O Superior Tribunal de Justiça tem externado o entendimento de que as ações de obrigação de fazer podem ser cumuladas com as indenizatórias; e que nem sempre a recomposição da área degradada ou o saneamento do dano provocado ilide a necessidade de indenização.
Todavia, esse entendimento não implica a conclusão de que, sempre, será devida a indenização, pois, quando é possível a completa restauração, sem que se verifique ter havido dano remanescente ou reflexo, não há falar em indenização. (REsp 1198727/MG, Rel. Ministro HERMAN BENJAMIN, SEGUNDA TURMA, Julgado em 14/08/2012, DJe 09/05/2013).
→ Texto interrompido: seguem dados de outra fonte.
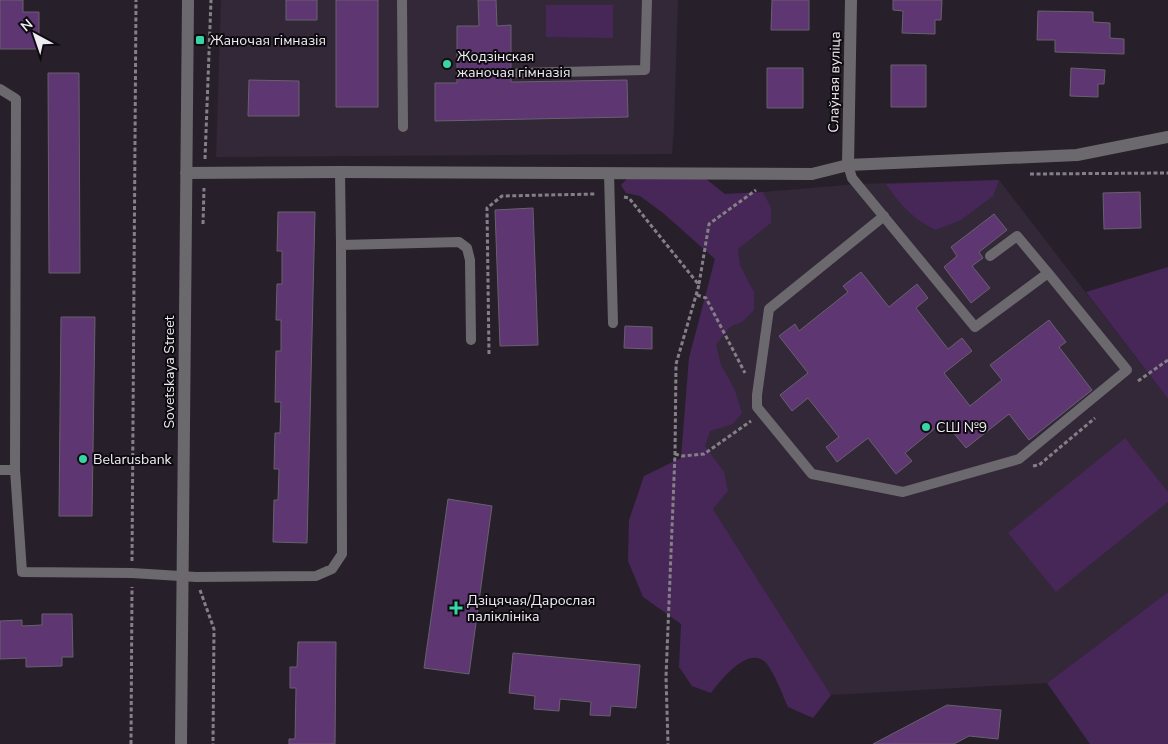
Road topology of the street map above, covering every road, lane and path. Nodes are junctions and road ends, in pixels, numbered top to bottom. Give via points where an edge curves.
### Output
1 (136, 0) edge
2 (188, 0) edge
3 (402, 0) edge
4 (647, 0) edge
5 (851, 0) edge
6 (518, 73) dead end
7 (0, 89) edge
8 (403, 126) dead end
9 (1168, 137) edge
10 (848, 165) junction
11 (340, 172) junction
12 (186, 173) junction
13 (609, 173) junction
14 (1168, 173) edge
15 (1022, 175) dead end
16 (760, 186) dead end
17 (609, 194) junction
18 (884, 216) junction
19 (341, 245) junction
20 (990, 256) dead end
21 (1048, 272) junction
22 (699, 285) junction
23 (697, 295) junction
24 (613, 323) dead end
25 (471, 340) dead end
26 (489, 354) dead end
27 (757, 395) junction
28 (761, 412) junction
29 (675, 454) junction
30 (0, 470) edge
31 (15, 470) junction
32 (132, 572) junction
33 (183, 576) junction
34 (196, 577) junction
35 (131, 744) edge
36 (181, 744) edge
37 (213, 744) edge
38 (668, 744) edge

1 - 32 path
2 - 12 street, Sovetskaya Street
3 - 8 lane
4 - 6 lane via 645,70
5 - 10 street, Слаўная вуліца
7 - 31 lane via 16,99
9 - 10 street via 1077,155
10 - 13 street via 812,174
10 - 18 lane via 852,178
11 - 12 street
11 - 13 street
11 - 19 lane
12 - 33 street, Sovetskaya Street
13 - 17 lane
14 - 15 path
16 - 22 path via 709,224
17 - 22 path via 629,198
17 - 24 lane
17 - 26 path via 502,196 487,208
18 - 21 lane via 975,327
18 - 27 lane via 769,309
19 - 25 lane via 458,242 463,245 470,260
19 - 34 lane via 342,554 332,569 316,576
20 - 21 lane via 1016,236
21 - 28 lane via 1127,370 1019,458 903,492 812,474
22 - 23 path
23 - 27 path via 706,298
23 - 29 path via 676,364
27 - 28 lane via 757,408
28 - 29 path via 704,454
29 - 38 path via 666,677
30 - 31 lane
31 - 32 lane via 22,572
32 - 33 lane
32 - 35 path
33 - 34 lane
33 - 36 street, Sovetskaya Street
34 - 37 path via 214,629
Além do mais, concluir de forma diferente do que foi decidido pelo Tribunal de origem, com relação a indenização, demandaria a incursão em matéria fático-probatória, o que não é permitido, por óbice da Súmula 7 do STJ.
Por fim, no que tange a alegação de dissídio Jurisprudencial, cabe a parte que a alega a comprovação da similitude fático-jurídica, bem como o cotejo analítico entre os acórdãos confrontados.
No caso, o recorrente além de limitar-se a transcrição das ementas, não demonstrou as circunstâncias que identificam ou assemelham os Julgados divergentes. Recurso especial do Ministério Público não conhecido e recurso especial do IBAMA improvido. (REsp 1382999/SC, Rel. Min. Humberto Martins, 23 Turma, DJe 18.09.2014).
Portanto, volvendo a reparação integral do dano, o que se deve considerar para essa finalidade é o esgotamento de ações voltadas a reparação in natura e, somente diante de situações excepcionais é que se falará em indenização.
Isso é relevante, inclusive, porque a indenização deve ser mensurada considerando se o responsável pelo dano promoveu, ou não, medidas de recuperação in natura.
Conclusão
O princípio da reparação integral, portanto, impõe o dever de se buscar a reparação in natura do dano ambiental de forma a se restabelecer o equilíbrio ecológico por meio de ações que visem ao retorno da situação evidenciada de forma mais próxima ao status quo ante.
Em não sendo possível, deve-se buscar a adoção de medida reparatória equivalente, de sorte a propiciar algo próximo daquilo que era antes da sua ocorrência, que se traduz, ao fim e ao cabo, em mecanismo voltado ao restabelecimento do equilíbrio ecológico.
E a fixação de indenização pecuniária – insista-se – tem lugar apenas quando as medidas de reparação, tal como descritas acima, não forem efetivamente suficientes.
Exatamente por não importar o restabelecimento do ambiente lesado, a indenização não está relacionada, não se quantifica e nem se orienta pelo princípio da reparação integral.